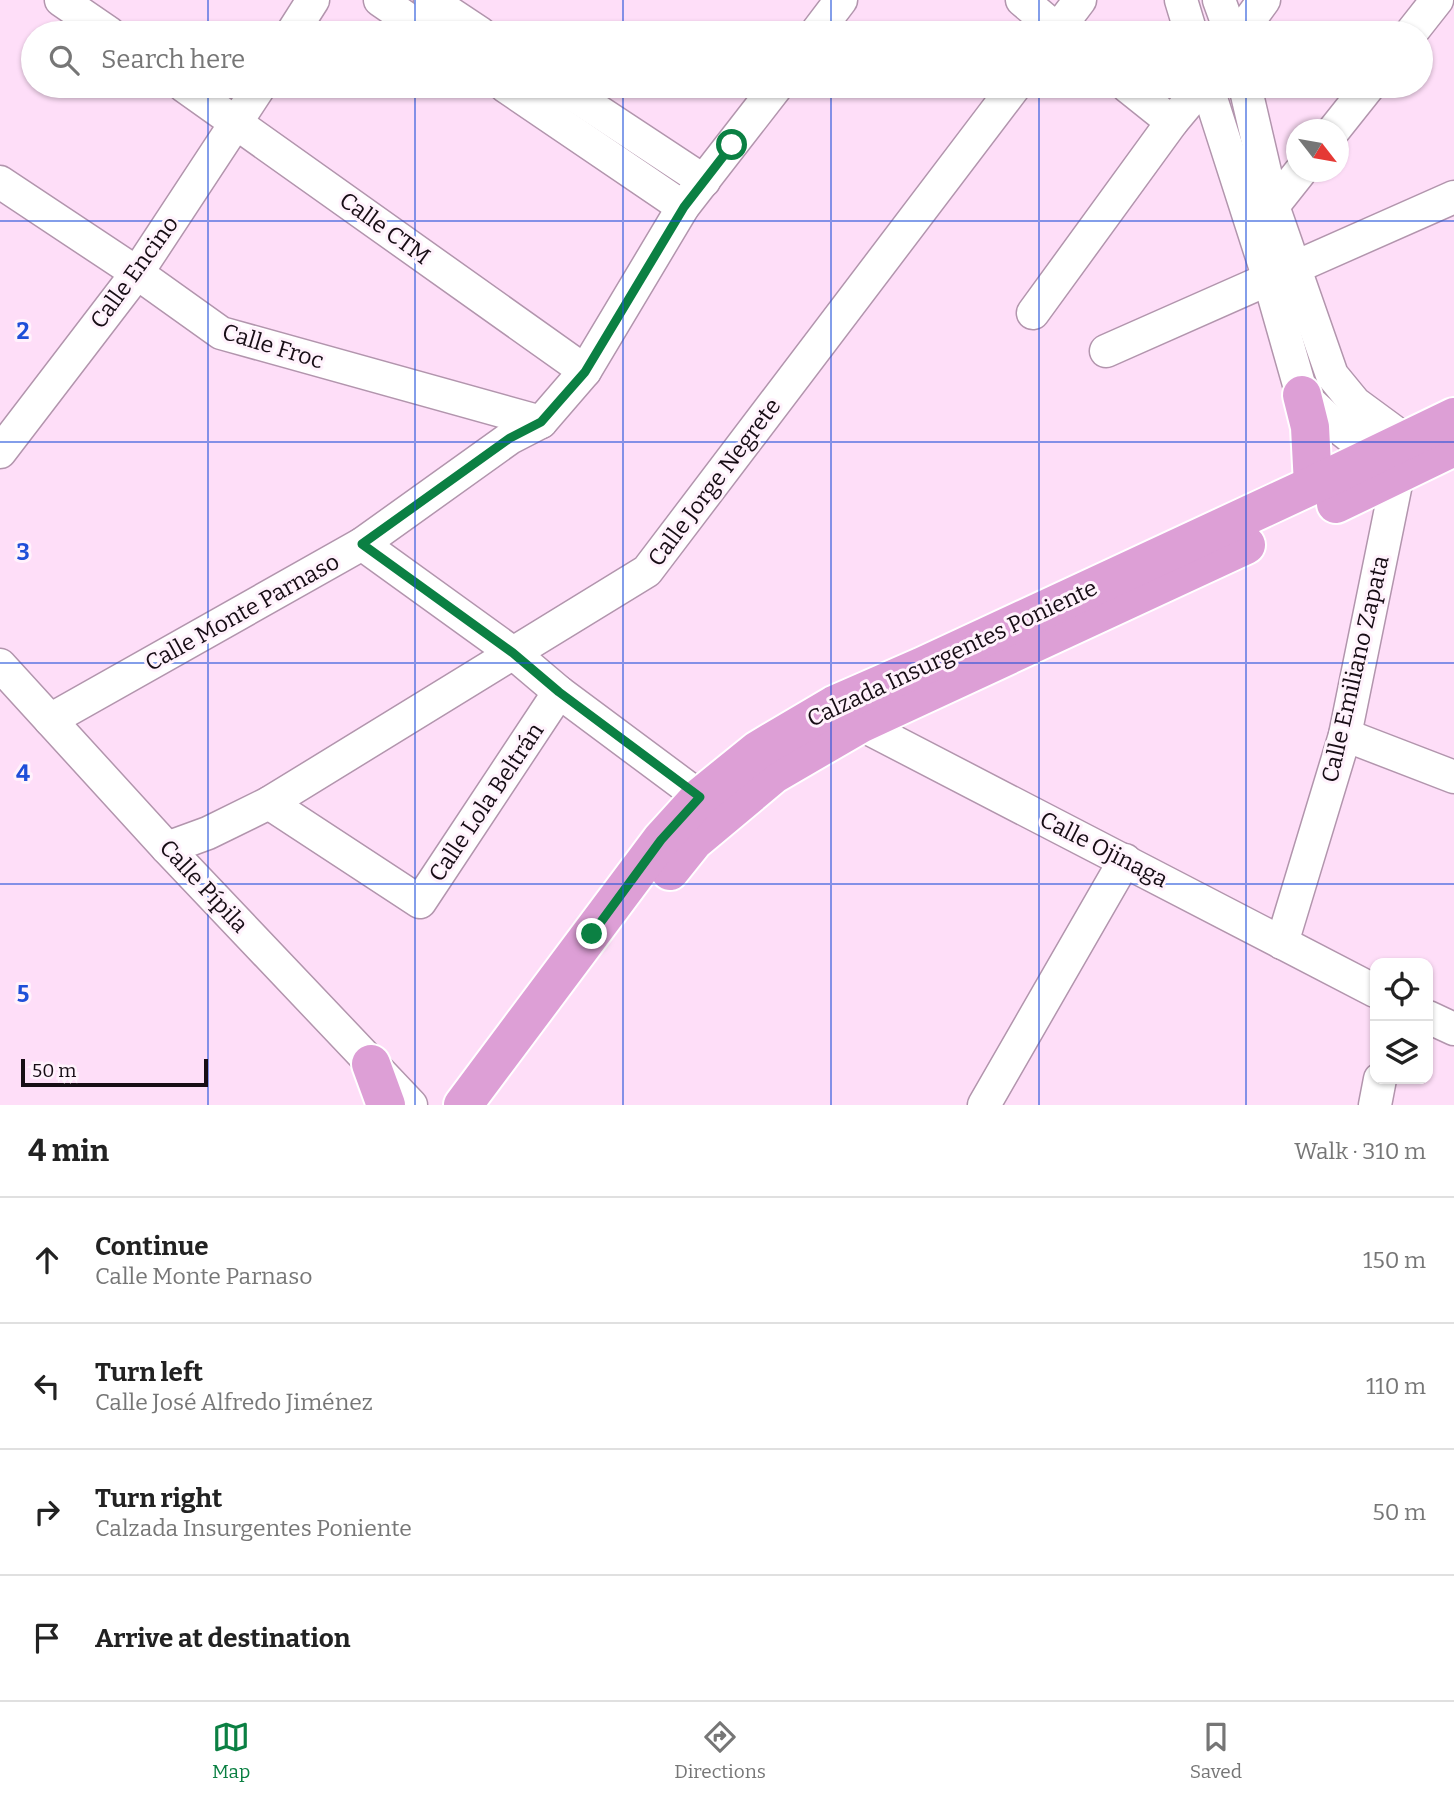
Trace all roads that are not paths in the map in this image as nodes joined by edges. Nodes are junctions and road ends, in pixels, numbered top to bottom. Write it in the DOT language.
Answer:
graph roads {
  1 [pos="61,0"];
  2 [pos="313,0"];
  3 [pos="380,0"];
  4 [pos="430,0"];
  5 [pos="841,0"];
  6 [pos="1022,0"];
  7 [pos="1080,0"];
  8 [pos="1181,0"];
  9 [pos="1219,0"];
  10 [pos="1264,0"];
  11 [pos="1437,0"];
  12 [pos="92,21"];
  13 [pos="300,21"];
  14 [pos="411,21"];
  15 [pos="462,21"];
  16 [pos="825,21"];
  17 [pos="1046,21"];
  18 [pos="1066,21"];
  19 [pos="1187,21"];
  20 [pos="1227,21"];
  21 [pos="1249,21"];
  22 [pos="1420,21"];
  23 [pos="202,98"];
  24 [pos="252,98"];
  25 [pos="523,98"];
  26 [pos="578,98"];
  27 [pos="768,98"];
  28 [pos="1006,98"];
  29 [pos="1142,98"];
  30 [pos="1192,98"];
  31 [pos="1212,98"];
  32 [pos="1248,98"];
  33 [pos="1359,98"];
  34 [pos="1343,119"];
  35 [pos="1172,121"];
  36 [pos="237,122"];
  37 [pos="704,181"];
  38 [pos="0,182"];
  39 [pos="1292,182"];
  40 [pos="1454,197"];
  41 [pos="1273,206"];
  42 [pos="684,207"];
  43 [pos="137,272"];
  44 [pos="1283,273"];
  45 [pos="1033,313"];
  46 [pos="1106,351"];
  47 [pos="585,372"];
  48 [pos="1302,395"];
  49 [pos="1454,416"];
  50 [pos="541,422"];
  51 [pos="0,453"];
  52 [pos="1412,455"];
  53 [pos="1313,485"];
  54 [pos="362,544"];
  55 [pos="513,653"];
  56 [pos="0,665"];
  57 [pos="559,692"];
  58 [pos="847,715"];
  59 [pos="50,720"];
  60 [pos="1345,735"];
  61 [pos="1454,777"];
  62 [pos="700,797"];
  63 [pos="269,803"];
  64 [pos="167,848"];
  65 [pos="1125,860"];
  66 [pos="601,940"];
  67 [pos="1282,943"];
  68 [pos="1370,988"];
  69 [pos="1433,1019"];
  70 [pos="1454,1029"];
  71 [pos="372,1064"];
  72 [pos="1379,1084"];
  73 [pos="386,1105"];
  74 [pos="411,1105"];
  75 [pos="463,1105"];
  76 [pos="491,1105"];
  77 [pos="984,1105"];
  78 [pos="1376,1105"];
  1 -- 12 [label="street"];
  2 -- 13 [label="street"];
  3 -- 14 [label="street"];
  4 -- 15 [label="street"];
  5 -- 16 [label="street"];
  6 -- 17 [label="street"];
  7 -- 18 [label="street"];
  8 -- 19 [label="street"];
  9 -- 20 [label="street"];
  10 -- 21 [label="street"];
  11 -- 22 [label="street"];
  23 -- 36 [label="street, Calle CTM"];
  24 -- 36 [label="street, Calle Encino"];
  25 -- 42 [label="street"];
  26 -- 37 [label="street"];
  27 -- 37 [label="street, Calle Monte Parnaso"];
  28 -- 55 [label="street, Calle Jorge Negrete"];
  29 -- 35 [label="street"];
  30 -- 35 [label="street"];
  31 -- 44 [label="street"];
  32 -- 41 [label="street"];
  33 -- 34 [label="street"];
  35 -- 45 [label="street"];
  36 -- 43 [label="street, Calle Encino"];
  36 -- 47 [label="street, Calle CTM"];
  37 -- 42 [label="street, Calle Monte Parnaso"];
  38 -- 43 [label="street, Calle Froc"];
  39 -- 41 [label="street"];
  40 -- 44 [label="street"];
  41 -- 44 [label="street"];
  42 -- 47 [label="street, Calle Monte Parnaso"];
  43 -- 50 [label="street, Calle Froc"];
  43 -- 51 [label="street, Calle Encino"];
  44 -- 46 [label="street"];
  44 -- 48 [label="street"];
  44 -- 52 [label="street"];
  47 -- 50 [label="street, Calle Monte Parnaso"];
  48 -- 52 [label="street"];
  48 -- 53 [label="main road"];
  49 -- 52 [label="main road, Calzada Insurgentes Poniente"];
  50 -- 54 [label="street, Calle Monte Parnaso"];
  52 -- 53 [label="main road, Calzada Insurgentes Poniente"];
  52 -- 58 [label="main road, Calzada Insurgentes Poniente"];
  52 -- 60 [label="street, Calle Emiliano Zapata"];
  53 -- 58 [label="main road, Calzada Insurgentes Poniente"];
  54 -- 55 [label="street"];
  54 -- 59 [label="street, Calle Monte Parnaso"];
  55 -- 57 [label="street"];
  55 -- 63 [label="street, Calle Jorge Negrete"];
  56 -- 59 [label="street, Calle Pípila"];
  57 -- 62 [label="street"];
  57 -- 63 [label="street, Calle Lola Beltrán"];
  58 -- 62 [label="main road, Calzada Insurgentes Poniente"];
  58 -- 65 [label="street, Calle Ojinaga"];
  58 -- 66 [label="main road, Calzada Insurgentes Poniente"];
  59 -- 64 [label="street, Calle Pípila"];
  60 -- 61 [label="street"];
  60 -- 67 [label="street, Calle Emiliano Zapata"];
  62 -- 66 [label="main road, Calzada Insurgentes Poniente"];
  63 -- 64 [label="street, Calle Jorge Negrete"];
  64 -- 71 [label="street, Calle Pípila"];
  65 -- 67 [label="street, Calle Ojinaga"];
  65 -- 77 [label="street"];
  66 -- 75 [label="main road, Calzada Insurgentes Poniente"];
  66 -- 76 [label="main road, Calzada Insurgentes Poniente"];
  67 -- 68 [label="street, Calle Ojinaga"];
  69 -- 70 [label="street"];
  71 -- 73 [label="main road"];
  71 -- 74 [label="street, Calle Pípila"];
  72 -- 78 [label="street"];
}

- _Exercise_
From the entries above, return each line with the word "Emiliano" in it.

- _Answer to this exercise_
  52 -- 60 [label="street, Calle Emiliano Zapata"];
  60 -- 67 [label="street, Calle Emiliano Zapata"];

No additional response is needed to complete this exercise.